:: PROBLEM TO SOLVE ::
The answer must be every line from the entries below that includes "middle".

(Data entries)
· · · · ·
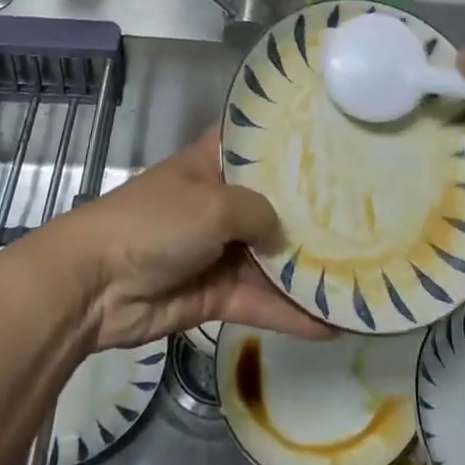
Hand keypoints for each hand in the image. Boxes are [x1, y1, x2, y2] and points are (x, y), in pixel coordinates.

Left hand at [55, 128, 333, 351]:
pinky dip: (290, 314)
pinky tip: (332, 325)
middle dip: (312, 210)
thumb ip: (260, 212)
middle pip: (275, 202)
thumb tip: (285, 236)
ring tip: (360, 276)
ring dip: (307, 269)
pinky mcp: (216, 294)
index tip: (336, 140)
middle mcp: (222, 200)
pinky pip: (261, 300)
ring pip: (272, 257)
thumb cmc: (155, 221)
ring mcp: (220, 248)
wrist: (96, 286)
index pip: (258, 142)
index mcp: (215, 162)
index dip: (291, 141)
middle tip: (368, 212)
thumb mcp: (214, 203)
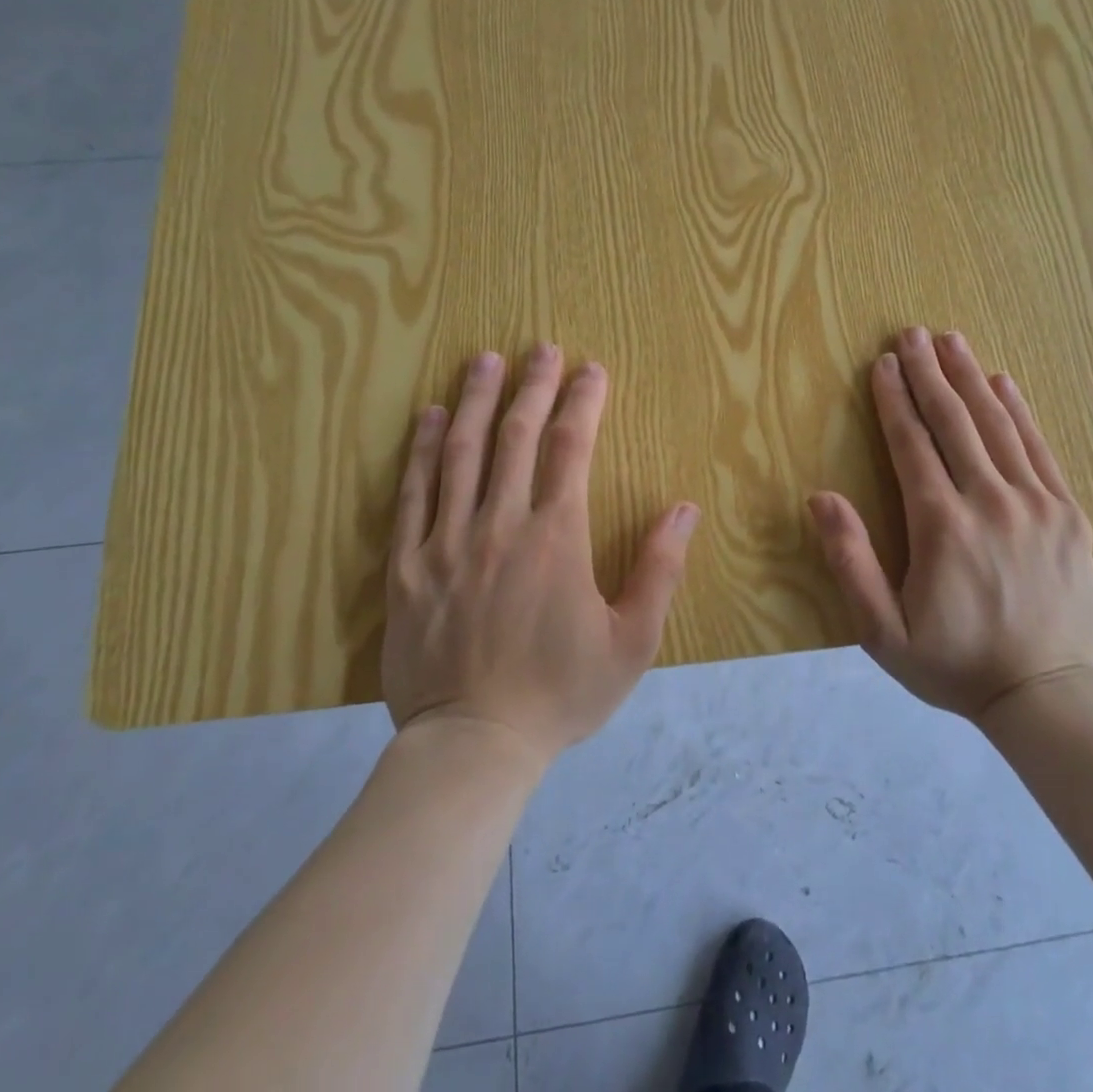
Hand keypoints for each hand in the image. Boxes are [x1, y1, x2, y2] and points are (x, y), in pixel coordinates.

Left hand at [383, 344, 699, 764]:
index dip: (583, 402)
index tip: (591, 369)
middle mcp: (500, 524)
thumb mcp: (631, 642)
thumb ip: (659, 570)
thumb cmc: (560, 693)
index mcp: (556, 537)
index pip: (570, 448)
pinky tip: (427, 417)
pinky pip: (413, 494)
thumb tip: (684, 507)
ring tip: (484, 361)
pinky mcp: (408, 565)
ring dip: (474, 401)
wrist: (473, 746)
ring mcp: (447, 541)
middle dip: (532, 386)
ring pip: (459, 453)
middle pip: (515, 436)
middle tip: (541, 347)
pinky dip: (420, 450)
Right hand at [808, 326, 1092, 719]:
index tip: (882, 363)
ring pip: (998, 425)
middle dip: (929, 372)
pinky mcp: (1069, 514)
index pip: (912, 444)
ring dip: (971, 378)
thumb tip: (821, 497)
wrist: (1050, 696)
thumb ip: (851, 562)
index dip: (894, 400)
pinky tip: (1004, 382)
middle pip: (954, 421)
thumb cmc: (955, 664)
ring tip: (951, 341)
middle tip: (911, 333)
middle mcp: (991, 502)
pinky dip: (1019, 411)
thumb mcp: (883, 631)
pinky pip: (1040, 449)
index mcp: (943, 526)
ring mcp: (1038, 504)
· · · · ·
:: SOLUTION FOR THIS PROBLEM ::
middle dip: (312, 210)
middle pip: (275, 202)
middle mcp: (222, 200)
middle tip: (368, 212)
middle mcp: (500, 524)
middle dip: (532, 386)
middle pip: (515, 436)
middle tip: (541, 347)
middle dip: (929, 372)
middle pip: (954, 421)
middle tip: (911, 333)
middle mcp: (991, 502)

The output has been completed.